Process & Motion Control income from operations for the year ended March 31, 2009 was $15.6 million compared to income from operations of $116.5 million during the year ended March 31, 2010. The comparability of our year-over-year results has been significantly impacted by the $149.0 million impairment charge taken on our goodwill and other identifiable intangible assets during the year ended March 31, 2009. In addition, income from operations for the year ended March 31, 2009 included $16.5 million of restructuring expenses, compared to restructuring expense of $6.3 million during the year ended March 31, 2010. Excluding the impact of the impairment charge and restructuring expenses, income from operations would have decreased $58.3 million, or 32.2%, and income from operations as a percent of net sales would have declined by 150 basis points to 12.2% of net sales during the year ended March 31, 2010 versus the comparable prior year period.
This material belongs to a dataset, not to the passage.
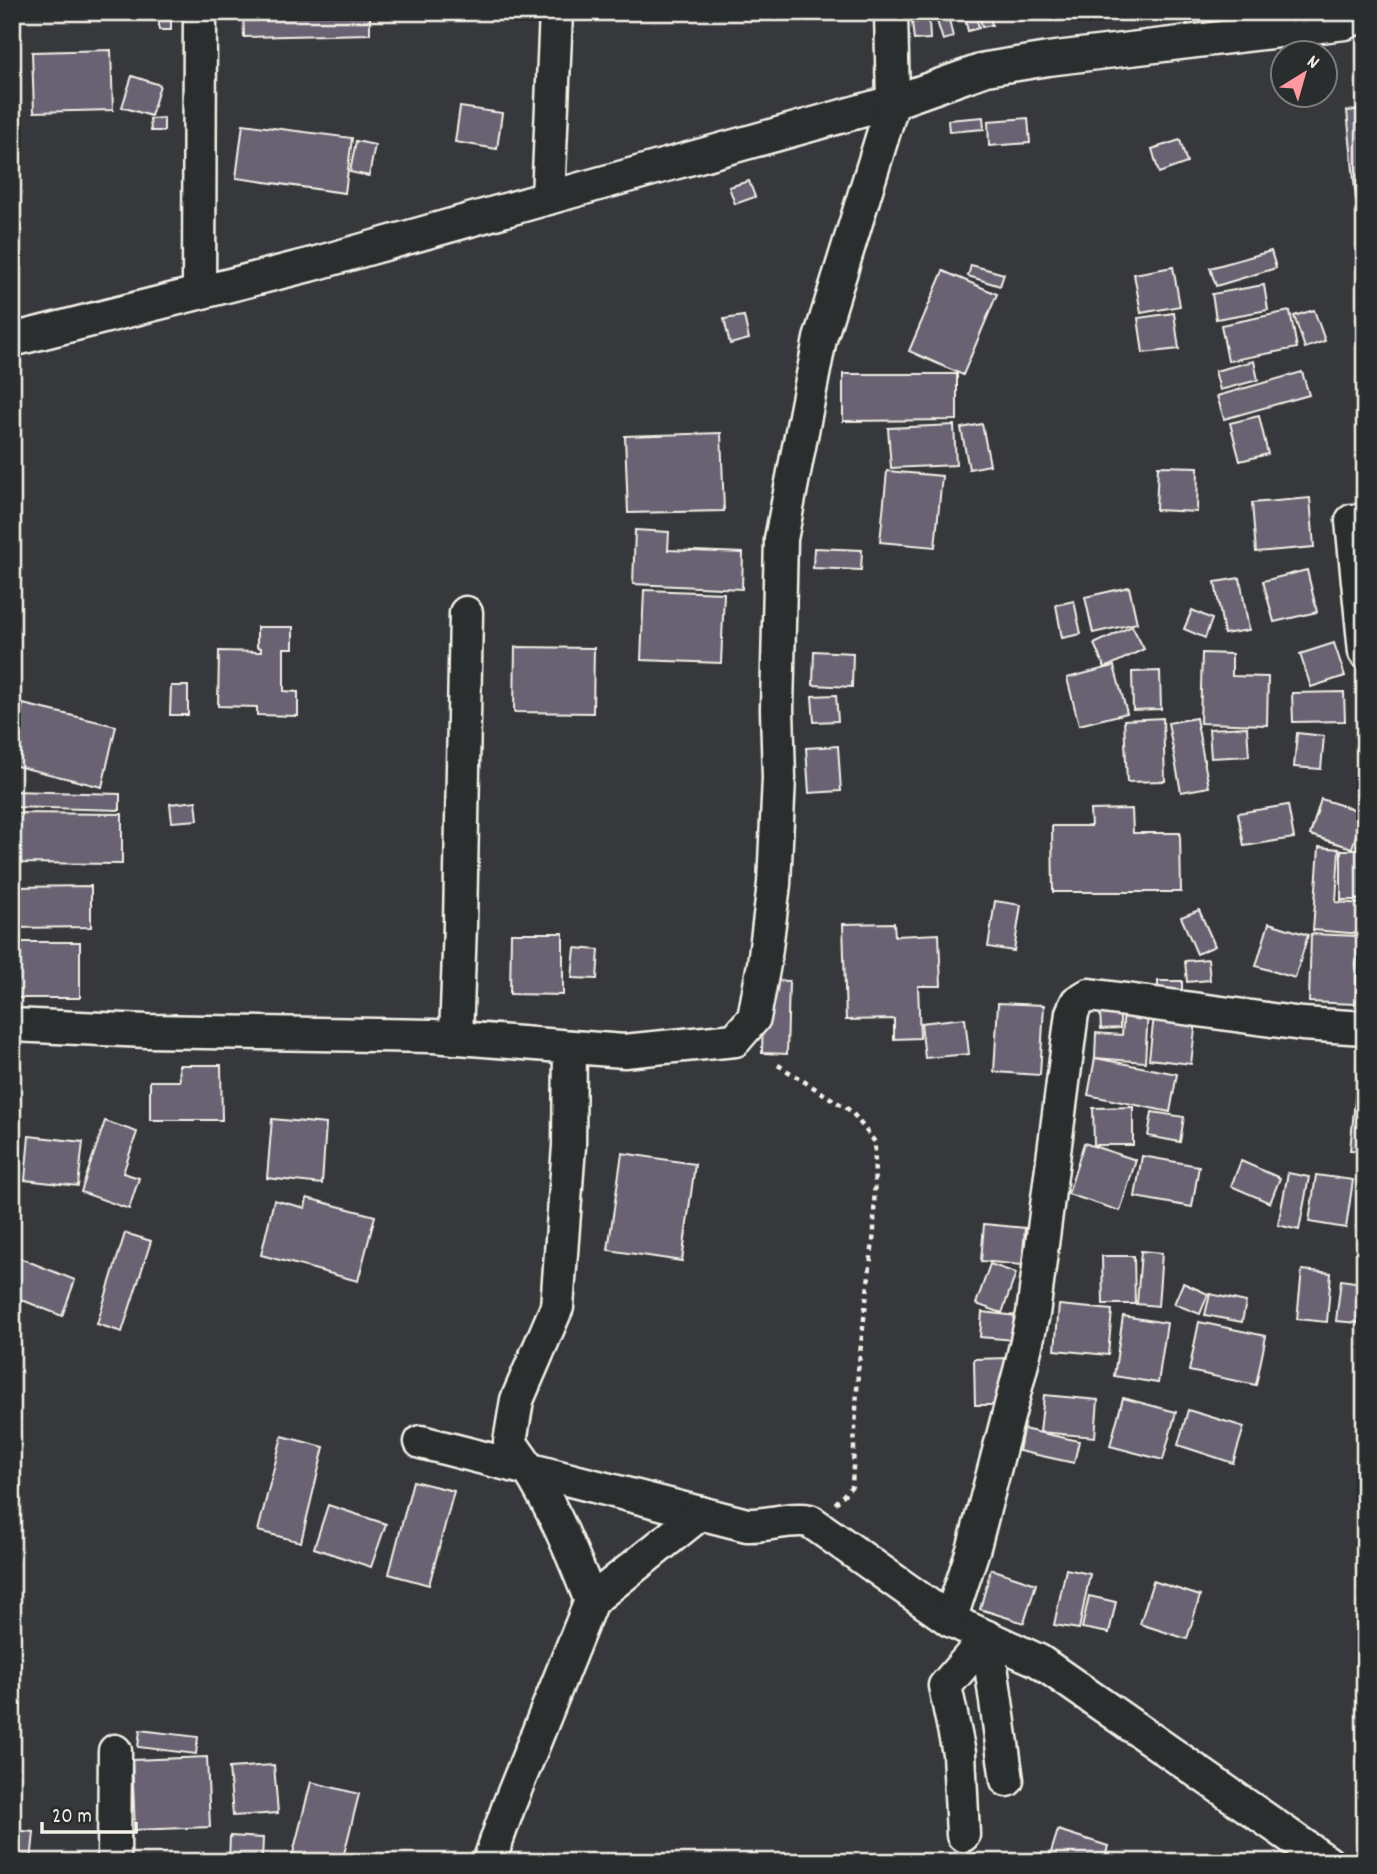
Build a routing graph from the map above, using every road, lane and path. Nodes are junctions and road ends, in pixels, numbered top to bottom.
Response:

The remaining decline in income from operations as a percent of net sales was primarily driven by the unfavorable impact of lower year-over-year net sales, partially offset by productivity gains, cost reduction initiatives and lower material prices.

Water Management

Water Management loss from operations was $212.8 million for the year ended March 31, 2009 compared to $76.1 million of income from operations for the year ended March 31, 2010. The comparability of our year-over-year results has been significantly impacted by the $273.0 million impairment charge taken on our goodwill and other identifiable intangible assets during the year ended March 31, 2009. In addition, income from operations for the year ended March 31, 2009 included $7.8 million of restructuring expenses, compared to restructuring expense of $0.5 million during the year ended March 31, 2010. Excluding the impact of impairment charges and restructuring expenses, income from operations would have increased $8.6 million, or 12.6%, and income from operations as a percent of net sales would have expanded by 300 basis points to 15.1% of sales for the year ended March 31, 2010 versus the comparable prior year period as cost reduction actions, lower material prices and productivity gains more than offset the unfavorable impact of lower sales.

Corporate

Corporate expenses decreased by $142.9 million from $174.1 million during the year ended March 31, 2009 to $31.2 million during the year ended March 31, 2010. The comparability of corporate expenses is primarily attributable to a net reduction in actuarial losses related to our pension and other postretirement benefit plans recognized year-over-year.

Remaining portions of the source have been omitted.